INSTRUCTIONS TO FOLLOW: Look through the entries below and count the lines with the word "dead" in them; give only the number.
*** DATA ***
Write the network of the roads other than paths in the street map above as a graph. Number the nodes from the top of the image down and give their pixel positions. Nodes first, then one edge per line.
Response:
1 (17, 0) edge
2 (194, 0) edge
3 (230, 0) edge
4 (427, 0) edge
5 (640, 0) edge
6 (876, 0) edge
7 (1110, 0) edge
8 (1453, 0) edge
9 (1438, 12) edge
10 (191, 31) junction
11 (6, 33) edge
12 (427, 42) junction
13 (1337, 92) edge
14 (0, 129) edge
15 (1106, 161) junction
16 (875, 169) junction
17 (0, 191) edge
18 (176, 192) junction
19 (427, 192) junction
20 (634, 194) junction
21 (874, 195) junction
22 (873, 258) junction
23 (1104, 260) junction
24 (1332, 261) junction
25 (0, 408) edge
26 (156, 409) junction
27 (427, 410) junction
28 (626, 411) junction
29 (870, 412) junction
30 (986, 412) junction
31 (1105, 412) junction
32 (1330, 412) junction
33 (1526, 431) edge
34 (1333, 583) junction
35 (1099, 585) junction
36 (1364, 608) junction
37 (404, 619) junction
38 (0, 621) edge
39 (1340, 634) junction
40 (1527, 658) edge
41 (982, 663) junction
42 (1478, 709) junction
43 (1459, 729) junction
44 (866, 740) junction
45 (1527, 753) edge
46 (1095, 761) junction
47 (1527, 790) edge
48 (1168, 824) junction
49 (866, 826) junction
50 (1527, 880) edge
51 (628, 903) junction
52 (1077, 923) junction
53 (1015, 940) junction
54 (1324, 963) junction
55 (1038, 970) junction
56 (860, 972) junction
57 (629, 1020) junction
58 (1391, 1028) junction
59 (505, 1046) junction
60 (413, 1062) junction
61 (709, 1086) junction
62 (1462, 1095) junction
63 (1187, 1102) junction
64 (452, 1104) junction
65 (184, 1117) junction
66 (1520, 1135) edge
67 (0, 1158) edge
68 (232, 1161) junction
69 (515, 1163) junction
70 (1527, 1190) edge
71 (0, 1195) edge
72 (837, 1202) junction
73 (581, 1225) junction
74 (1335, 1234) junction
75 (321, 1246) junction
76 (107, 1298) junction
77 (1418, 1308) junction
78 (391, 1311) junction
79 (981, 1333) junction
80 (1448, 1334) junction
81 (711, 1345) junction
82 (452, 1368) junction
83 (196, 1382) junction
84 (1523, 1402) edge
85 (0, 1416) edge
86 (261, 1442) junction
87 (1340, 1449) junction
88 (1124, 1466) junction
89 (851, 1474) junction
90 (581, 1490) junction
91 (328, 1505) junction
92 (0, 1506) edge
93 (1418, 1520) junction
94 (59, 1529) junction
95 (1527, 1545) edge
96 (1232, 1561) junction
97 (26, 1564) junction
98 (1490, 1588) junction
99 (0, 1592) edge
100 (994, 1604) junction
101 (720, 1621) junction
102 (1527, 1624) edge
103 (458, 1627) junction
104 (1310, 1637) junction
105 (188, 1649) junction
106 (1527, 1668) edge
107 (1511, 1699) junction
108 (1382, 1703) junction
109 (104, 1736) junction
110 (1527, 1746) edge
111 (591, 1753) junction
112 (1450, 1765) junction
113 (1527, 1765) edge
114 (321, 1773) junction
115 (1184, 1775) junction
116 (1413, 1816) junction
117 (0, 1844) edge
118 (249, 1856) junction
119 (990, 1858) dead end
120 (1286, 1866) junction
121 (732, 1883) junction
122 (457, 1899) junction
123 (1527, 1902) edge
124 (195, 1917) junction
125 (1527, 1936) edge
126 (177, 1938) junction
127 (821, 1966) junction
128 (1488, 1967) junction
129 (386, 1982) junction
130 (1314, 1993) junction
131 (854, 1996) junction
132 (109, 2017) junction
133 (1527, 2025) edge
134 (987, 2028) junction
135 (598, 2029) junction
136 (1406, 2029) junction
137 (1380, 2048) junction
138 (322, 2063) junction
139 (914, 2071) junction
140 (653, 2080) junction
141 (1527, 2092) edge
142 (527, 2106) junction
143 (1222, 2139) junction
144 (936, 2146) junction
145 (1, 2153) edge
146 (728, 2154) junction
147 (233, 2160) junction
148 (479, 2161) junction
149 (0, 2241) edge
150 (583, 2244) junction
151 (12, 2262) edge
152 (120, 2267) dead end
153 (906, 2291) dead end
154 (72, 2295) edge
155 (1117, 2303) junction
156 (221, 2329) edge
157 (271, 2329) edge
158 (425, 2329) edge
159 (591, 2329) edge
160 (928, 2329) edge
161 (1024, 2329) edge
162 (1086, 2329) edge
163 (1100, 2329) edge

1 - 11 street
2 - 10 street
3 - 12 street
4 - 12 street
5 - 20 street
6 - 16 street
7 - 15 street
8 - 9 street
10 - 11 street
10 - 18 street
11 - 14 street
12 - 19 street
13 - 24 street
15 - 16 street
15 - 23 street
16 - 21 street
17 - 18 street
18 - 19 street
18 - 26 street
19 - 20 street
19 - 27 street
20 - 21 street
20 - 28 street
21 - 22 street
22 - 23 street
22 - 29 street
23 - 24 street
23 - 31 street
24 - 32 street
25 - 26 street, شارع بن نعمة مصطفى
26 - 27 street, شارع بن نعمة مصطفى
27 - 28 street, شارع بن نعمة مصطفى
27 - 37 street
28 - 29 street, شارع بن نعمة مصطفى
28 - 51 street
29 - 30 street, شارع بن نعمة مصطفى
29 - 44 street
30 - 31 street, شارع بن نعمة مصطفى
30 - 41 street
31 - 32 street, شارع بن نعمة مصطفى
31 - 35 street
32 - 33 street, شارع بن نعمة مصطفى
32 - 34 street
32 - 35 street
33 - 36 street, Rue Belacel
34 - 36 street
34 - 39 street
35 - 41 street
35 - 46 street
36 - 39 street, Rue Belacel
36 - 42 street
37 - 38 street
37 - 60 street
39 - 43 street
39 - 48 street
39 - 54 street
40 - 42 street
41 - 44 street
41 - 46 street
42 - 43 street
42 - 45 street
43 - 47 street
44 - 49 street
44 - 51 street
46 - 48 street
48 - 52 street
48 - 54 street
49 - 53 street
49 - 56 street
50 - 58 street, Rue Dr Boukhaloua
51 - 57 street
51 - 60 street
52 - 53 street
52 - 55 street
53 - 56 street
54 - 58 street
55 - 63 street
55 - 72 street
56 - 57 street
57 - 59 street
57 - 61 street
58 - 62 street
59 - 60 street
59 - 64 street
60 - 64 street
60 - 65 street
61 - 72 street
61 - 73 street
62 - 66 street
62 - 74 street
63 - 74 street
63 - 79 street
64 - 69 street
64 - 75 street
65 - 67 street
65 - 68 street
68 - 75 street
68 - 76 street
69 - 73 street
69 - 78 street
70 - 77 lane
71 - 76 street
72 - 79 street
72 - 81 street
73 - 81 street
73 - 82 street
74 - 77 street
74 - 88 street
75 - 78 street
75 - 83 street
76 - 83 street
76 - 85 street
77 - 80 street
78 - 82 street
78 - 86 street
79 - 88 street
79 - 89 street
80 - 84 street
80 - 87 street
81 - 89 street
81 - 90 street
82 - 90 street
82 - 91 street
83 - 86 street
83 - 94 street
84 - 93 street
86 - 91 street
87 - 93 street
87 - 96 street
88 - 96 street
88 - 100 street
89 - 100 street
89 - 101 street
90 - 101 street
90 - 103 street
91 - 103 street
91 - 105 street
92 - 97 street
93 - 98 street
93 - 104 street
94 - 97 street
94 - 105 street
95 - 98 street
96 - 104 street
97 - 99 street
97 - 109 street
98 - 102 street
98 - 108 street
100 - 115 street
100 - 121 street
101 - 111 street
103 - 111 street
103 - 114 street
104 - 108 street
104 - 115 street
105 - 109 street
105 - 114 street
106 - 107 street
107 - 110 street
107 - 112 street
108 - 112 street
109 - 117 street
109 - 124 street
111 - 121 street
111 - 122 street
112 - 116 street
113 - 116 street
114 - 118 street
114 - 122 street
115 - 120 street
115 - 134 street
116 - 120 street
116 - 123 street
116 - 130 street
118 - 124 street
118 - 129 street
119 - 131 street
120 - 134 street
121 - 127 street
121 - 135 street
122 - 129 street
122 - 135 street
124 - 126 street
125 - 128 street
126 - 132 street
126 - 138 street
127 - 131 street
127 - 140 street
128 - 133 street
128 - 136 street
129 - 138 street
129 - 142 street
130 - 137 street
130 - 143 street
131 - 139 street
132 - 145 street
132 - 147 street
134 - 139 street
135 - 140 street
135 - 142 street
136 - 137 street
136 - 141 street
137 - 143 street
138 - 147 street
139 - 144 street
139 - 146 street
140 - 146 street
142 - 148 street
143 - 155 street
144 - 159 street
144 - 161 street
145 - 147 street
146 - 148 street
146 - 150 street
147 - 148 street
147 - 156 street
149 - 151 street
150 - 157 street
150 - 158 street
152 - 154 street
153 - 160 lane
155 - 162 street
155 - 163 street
*** End of DATA ***
SOLUTION FOR THIS TASK: 3